The Earl of Wemyss was one of four non-medicals who was granted an Honorary Fellowship in the first 25 years of the Royal College of Physician's life.

==Personal life==
In his 41 years Earl Wemyss married three times. The first was on 13 August 1697, to Lady Anne Douglas (d. 23 February 1700), the only daughter of William Douglas, 1st Duke of Queensberry. Together, they had two sons and one daughter:

- The Hon. David Wemyss, Lord Elcho (d. 1715)
- The Hon. James Wemyss (1699–1756), who became 5th Earl of Wemyss, who married Janet Charteris, heiress of Col. Francis Charteris
- Lady Williamina Wemyss (1704-1784), who moved to Chester County, Pennsylvania and married Judge William Moore of "Moore Hall"
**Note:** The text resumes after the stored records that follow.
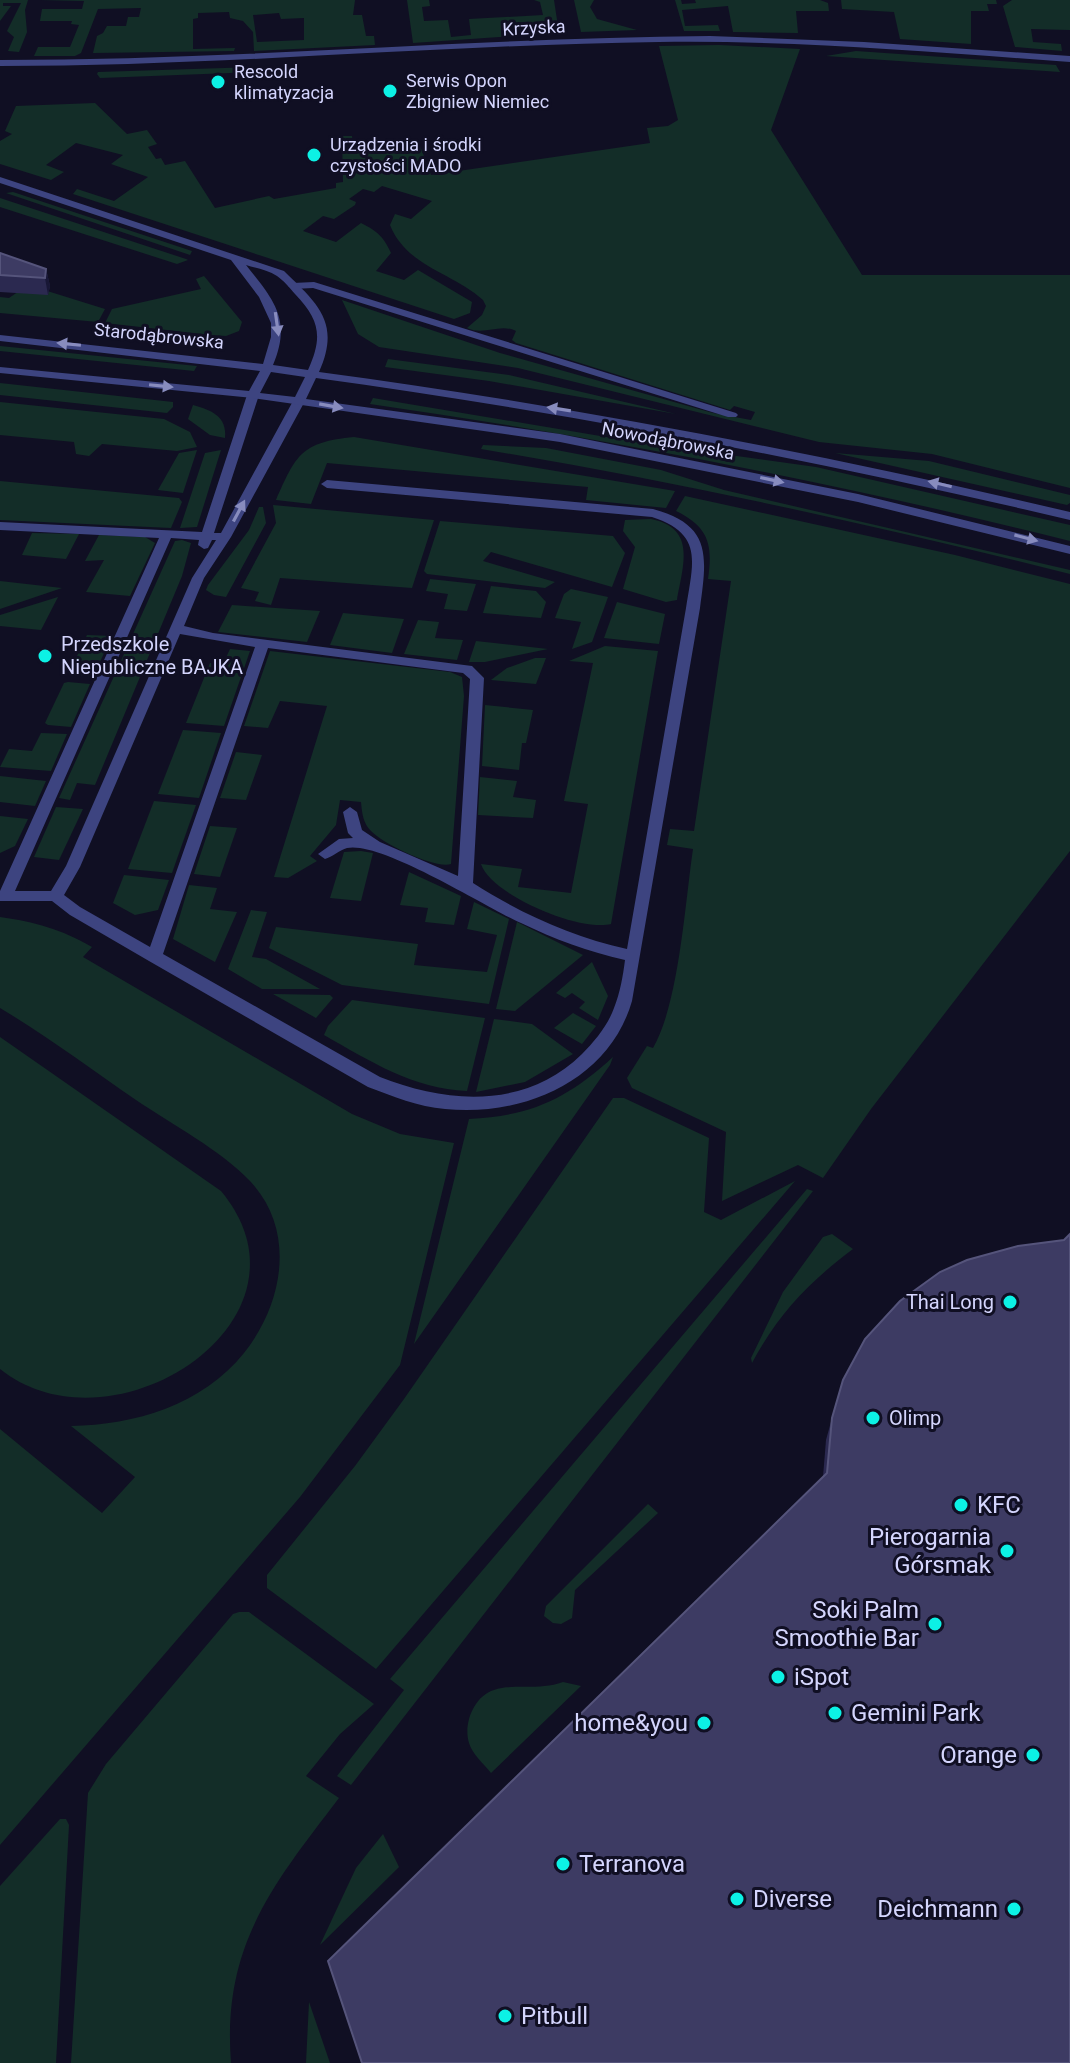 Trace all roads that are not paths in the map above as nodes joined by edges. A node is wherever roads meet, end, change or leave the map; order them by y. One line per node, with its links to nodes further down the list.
1 (1070, 59): 2 (street, Krzyska)
2 (0, 63)
3 (0, 180): 4 (street)
4 (236, 260): 5 (street); 7 (street, one-way to 7)
5 (293, 286): 9 (street); 12 (street)
6 (0, 338): 7 (street, Starodąbrowska, one-way to 6)
7 (269, 366): 9 (street, Starodąbrowska); 10 (street)
8 (0, 370): 10 (street, one-way to 10)
9 (313, 373): 11 (street); 14 (street, Nowodąbrowska, one-way to 9)
10 (253, 395): 11 (street, Nowodąbrowska); 17 (street)
11 (299, 401): 18 (street, one-way to 11); 19 (street, Nowodąbrowska, one-way to 19)
12 (732, 415)
13 (327, 484): 29 (street)
14 (1070, 516)
15 (0, 526): 16 (street)
16 (167, 534): 17 (street); 27 (street)
17 (206, 536): 18 (street); 20 (street)
18 (225, 537): 20 (street)
19 (1070, 550)
20 (198, 578): 21 (street)
21 (176, 629): 22 (street); 28 (street)
22 (263, 644): 26 (street); 30 (street)
23 (350, 812): 24 (street)
24 (375, 846): 25 (street); 26 (street)
25 (325, 854)
26 (465, 885): 29 (street)
27 (2, 896): 28 (street)
28 (55, 896): 30 (street)
29 (633, 956): 30 (street)
30 (154, 957) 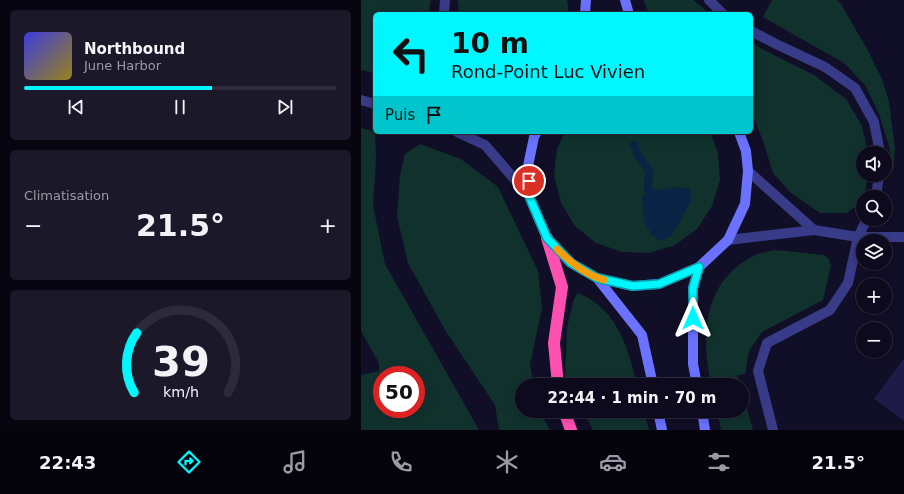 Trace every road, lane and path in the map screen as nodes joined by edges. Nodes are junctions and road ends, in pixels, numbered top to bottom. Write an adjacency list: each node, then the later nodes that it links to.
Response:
1 (445, 0): 5 (street)
2 (586, 0): 6 (main road)
3 (625, 0): 7 (main road)
4 (709, 0): 8 (street)
5 (444, 12)
6 (585, 12)
7 (628, 12)
8 (721, 12)
9 (753, 32): 15 (street)
10 (361, 100): 11 (street)
11 (373, 103)
12 (461, 134): 17 (street)
13 (536, 134): 17 (main road)
14 (740, 134): 16 (main road)
15 (879, 146)
16 (749, 171): 18 (street); 23 (main road)
17 (529, 196): 22 (main road)
18 (814, 230): 19 (street); 23 (street)
19 (856, 237)
20 (892, 237): 21 (street)
21 (904, 237)
22 (547, 238): 26 (main road); 27 (highway)
23 (728, 240): 25 (main road)
24 (856, 246): 36 (street)
25 (699, 267): 26 (main road); 29 (main road)
26 (597, 278): 28 (main road)
27 (557, 378)
28 (651, 378)
29 (696, 378)
30 (566, 418): 33 (highway)
31 (659, 418): 34 (main road)
32 (703, 418): 35 (main road)
33 (571, 430)
34 (662, 430)
35 (705, 430)
36 (773, 430) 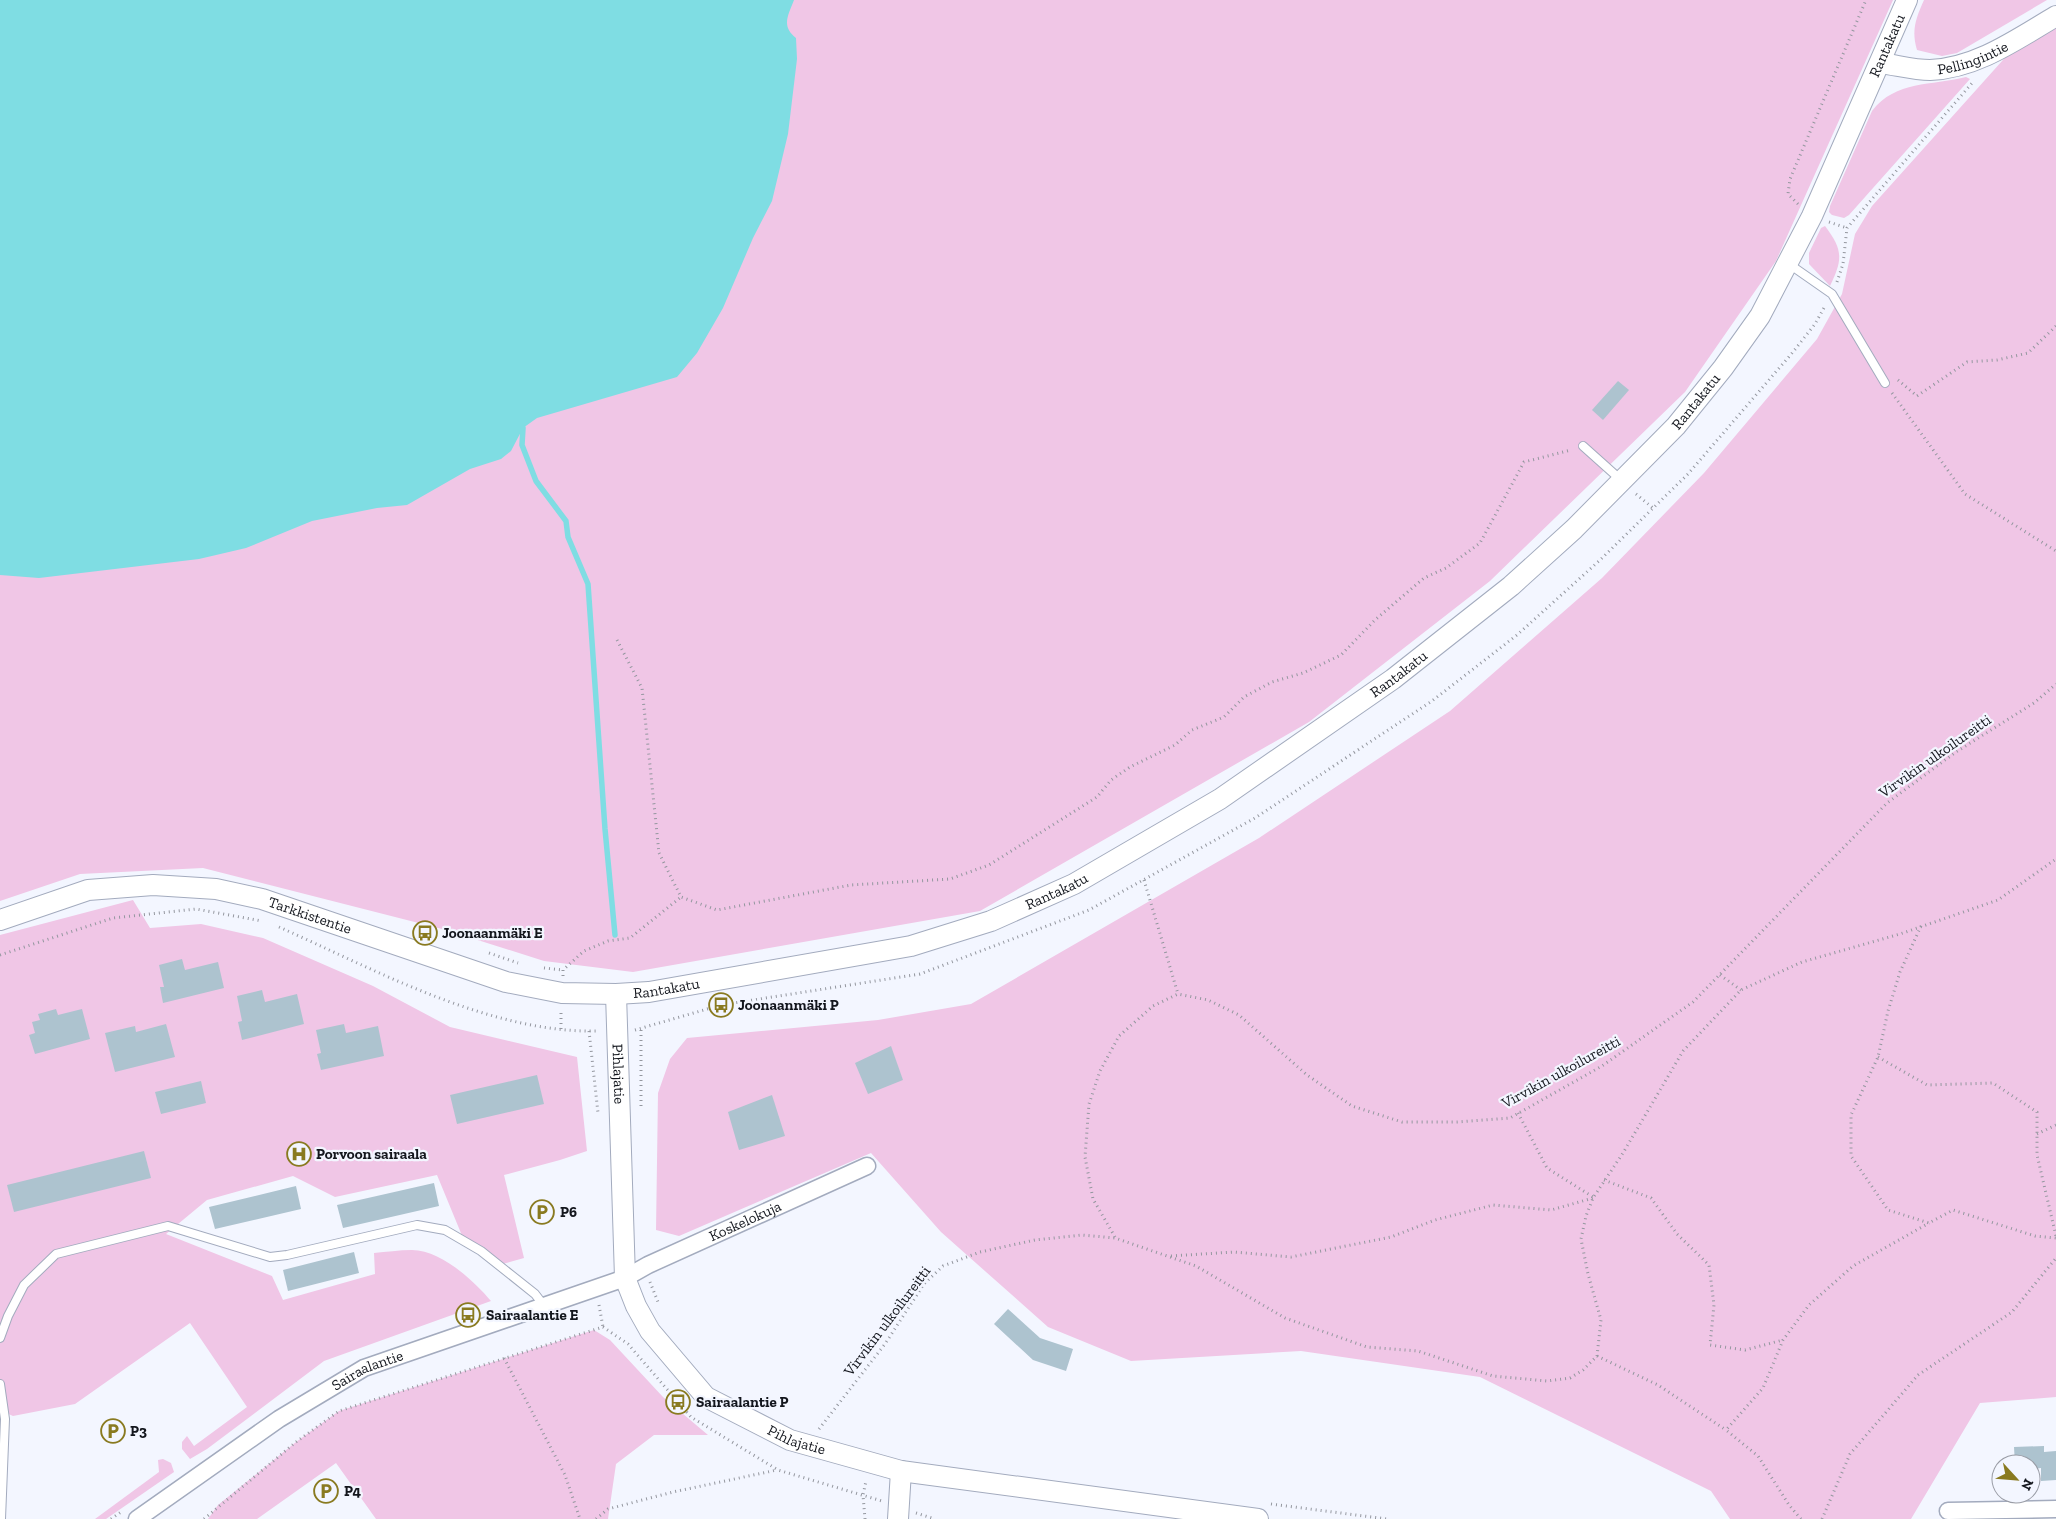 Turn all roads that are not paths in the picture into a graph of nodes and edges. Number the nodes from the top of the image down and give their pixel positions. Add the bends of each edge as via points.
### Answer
1 (1907, 0) edge
2 (2056, 16) edge
3 (1880, 63) junction
4 (1788, 263) junction
5 (1885, 383) road end
6 (1583, 446) road end
7 (1623, 482) junction
8 (0, 920) edge
9 (616, 994) junction
10 (867, 1166) dead end
11 (625, 1278) junction
12 (545, 1307) junction
13 (0, 1338) edge
14 (0, 1384) edge
15 (901, 1472) junction
16 (2056, 1509) edge
17 (1948, 1511) dead end
18 (1264, 1512) edge
19 (1216, 1516) edge
20 (1, 1519) edge
21 (137, 1519) edge
22 (898, 1519) edge

1 - 3 street, Rantakatu
2 - 3 street, Pellingintie via 1974,61 1927,70
3 - 4 street, Rantakatu
4 - 5 lane via 1832,294
4 - 7 street, Rantakatu via 1760,316 1723,368 1676,426
6 - 7 lane
7 - 9 street, Rantakatu via 1511,586 1393,680 1220,799 1074,884 991,921 911,946 649,992
8 - 9 street, Tarkkistentie via 88,890 153,885 216,889 262,899 506,982 562,993
9 - 11 street, Pihlajatie
10 - 11 street, Koskelokuja
11 - 12 street, Sairaalantie
11 - 15 street, Pihlajatie via 650,1331 706,1397 790,1440
12 - 13 lane via 535,1294 481,1250 445,1230 416,1224 270,1256 168,1226 56,1254 24,1285
12 - 21 street, Sairaalantie via 364,1368 279,1419
14 - 20 lane via 5,1419
15 - 19 street, Pihlajatie
15 - 22 street
16 - 17 street
18 - 19 street, Pihlajatie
His second marriage was on 5 January 1709, at St Martin-in-the-Fields, London to Mary Robinson (d. 1711/12), daughter of Sir John Robinson. They had one daughter:

- Lady Margaret Wemyss, who married James Stuart, 8th Earl of Moray (1708–1767)

His third marriage as in July 1716, to Elizabeth St. Clair (d. 1721), the daughter of Henry, Lord Sinclair. Together, they had one daughter:

- Lady Elisabeth Wemyss, who married William Sutherland, 17th Earl of Sutherland (1708–1750)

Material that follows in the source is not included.